US to sell strategic oil reserves for first time in 24 years
The Obama administration plans to sell 5 million barrels, or less than 1 percent of the Strategic Petroleum Reserve, calling the move a test of the petrol distribution system. The last time this happened was in August 1990 before the first Gulf War.
“Due to the recent dramatic increase in domestic crude oil production, significant changes in the system have occurred -- including pipeline expansion, construction of new infrastructure, reversed flow of existing pipelines and increased use of domestic crude oil terminals,” William Gibbons, the US Energy Department spokesman said in a statement.
The government rejected a connection with the turmoil in Ukraine or other geopolitical events.
On Thursday the price of West Texas Intermediate (WTI) crude futures for April delivery fell by 2.3 percent on the New York Mercantile Exchange. It’s the biggest drop in two months.
WTI crude has a high sulfur content, similar to oil exported from Russia. The large sale might be a test of the US system’s readiness for a hiccup in Russian supply, analysts suggest.
“The timing of this makes it seem like a warning shot across the bow towards the Russians,” the Financial Times quotes Michael Wittner, the head of global oil research at Société Générale in New York.

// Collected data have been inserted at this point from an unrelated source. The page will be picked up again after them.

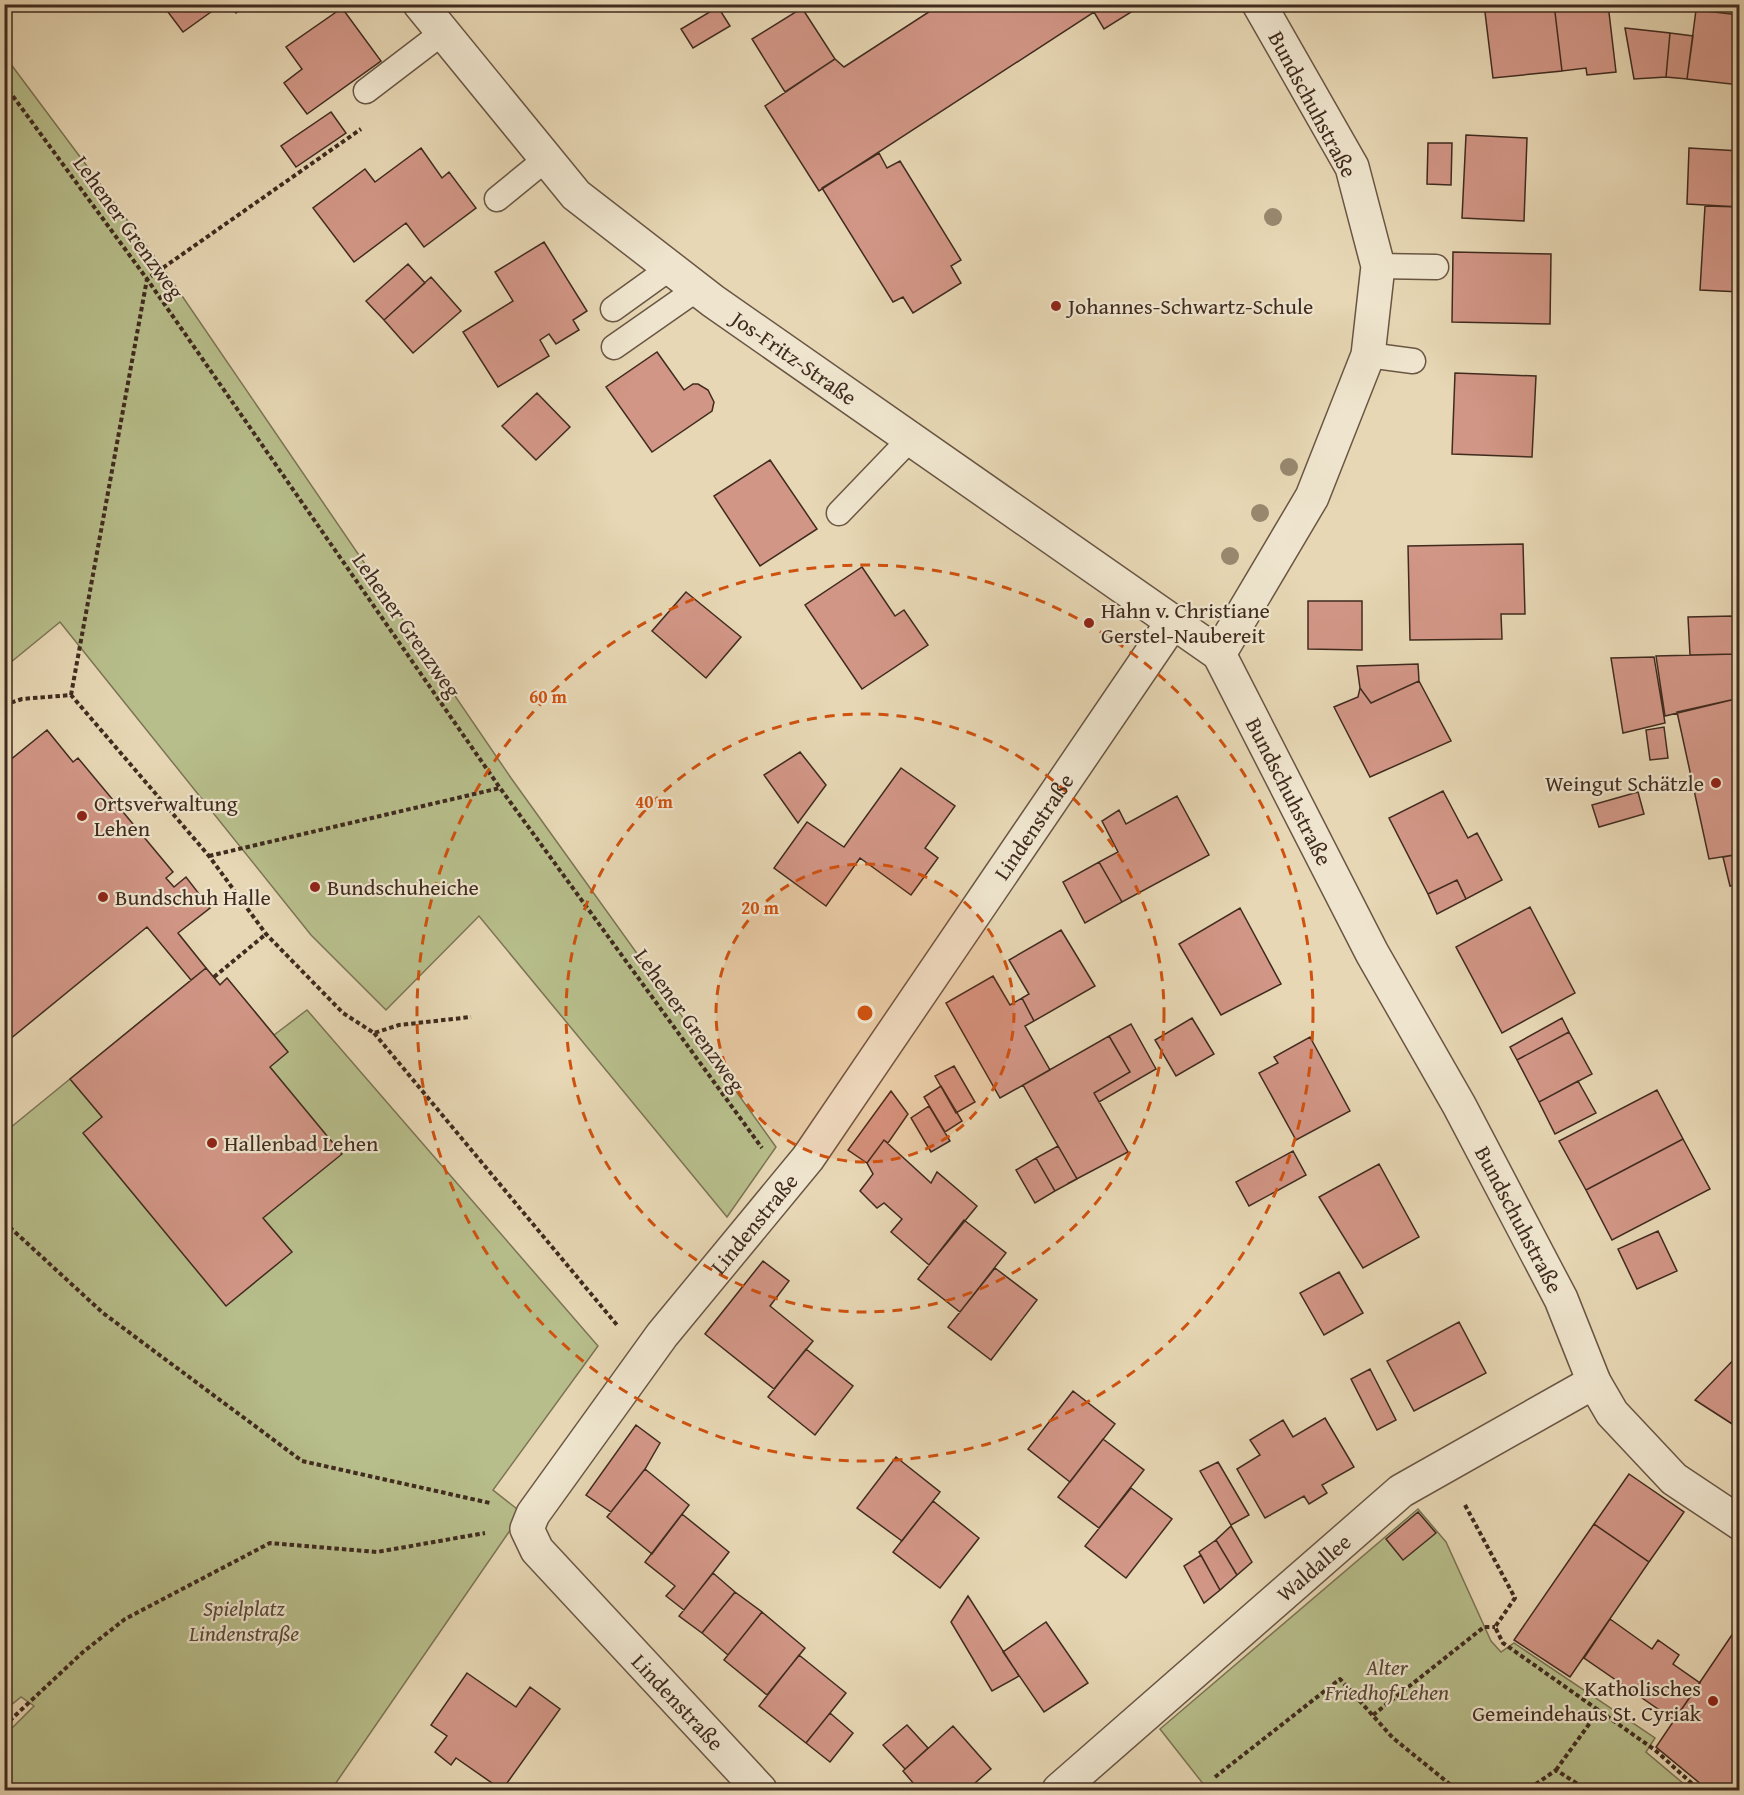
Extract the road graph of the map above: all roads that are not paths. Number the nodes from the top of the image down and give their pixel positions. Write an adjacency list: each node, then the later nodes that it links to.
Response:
1 (420, 4): 3 (street, Jos-Fritz-Straße)
2 (1259, 4): 7 (street, Bundschuhstraße)
3 (442, 33): 4 (lane); 5 (street, Jos-Fritz-Straße)
4 (366, 91)
5 (546, 159): 6 (lane); 9 (street, Jos-Fritz-Straße)
6 (497, 199)
7 (1378, 266): 8 (lane); 13 (street, Bundschuhstraße)
8 (1436, 267)
9 (670, 268): 10 (street, Jos-Fritz-Straße); 11 (lane)
10 (698, 289): 12 (lane); 15 (street, Jos-Fritz-Straße)
11 (613, 309)
12 (614, 346)
13 (1368, 355): 14 (lane); 18 (street, Bundschuhstraße)
14 (1413, 361)
15 (910, 439): 16 (lane); 17 (street, Jos-Fritz-Straße)
16 (838, 513)
17 (1172, 623): 18 (street, Jos-Fritz-Straße); 21 (street, Lindenstraße)
18 (1219, 654): 19 (street, Bundschuhstraße)
19 (1594, 1382): 20 (street, Bundschuhstraße); 22 (street, Waldallee)
20 (1740, 1523)
21 (760, 1791)
22 (1059, 1791)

The US Secretary of State John Kerry has warned about tough sanctions if Moscow does not draw back from its position over Crimea, in particular support of the region’s status referendum on March 16.
However former US State Department employee David Goldvin thinks the opposite. He considers that test sale is more directed at fighting volatility of supply from larger oil producers like Venezuela and Nigeria, and the long running question over Iran, and its nuclear ambitions.